Below are the records; count the lines that include the string "bottom" and give only that number.

+++++

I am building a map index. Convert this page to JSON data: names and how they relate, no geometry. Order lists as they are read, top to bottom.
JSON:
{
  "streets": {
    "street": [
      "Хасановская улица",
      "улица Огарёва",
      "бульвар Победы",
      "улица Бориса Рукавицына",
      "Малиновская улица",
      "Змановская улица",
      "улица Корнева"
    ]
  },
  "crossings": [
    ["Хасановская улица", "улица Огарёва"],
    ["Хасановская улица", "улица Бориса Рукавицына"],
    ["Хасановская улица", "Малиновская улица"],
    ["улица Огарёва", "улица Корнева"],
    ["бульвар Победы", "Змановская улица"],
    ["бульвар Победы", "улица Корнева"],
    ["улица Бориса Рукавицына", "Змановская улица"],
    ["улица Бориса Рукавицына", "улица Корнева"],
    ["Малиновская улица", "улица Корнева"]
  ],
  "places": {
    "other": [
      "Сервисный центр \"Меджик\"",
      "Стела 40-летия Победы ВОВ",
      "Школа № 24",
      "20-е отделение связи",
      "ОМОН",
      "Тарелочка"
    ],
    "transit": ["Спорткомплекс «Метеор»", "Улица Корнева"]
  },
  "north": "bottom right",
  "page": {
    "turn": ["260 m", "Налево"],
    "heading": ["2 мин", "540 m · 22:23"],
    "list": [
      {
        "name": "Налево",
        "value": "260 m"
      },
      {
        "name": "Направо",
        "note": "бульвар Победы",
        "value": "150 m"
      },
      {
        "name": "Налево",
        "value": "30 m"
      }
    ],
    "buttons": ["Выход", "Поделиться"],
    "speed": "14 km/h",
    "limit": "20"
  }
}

+++++

SOLUTION =
2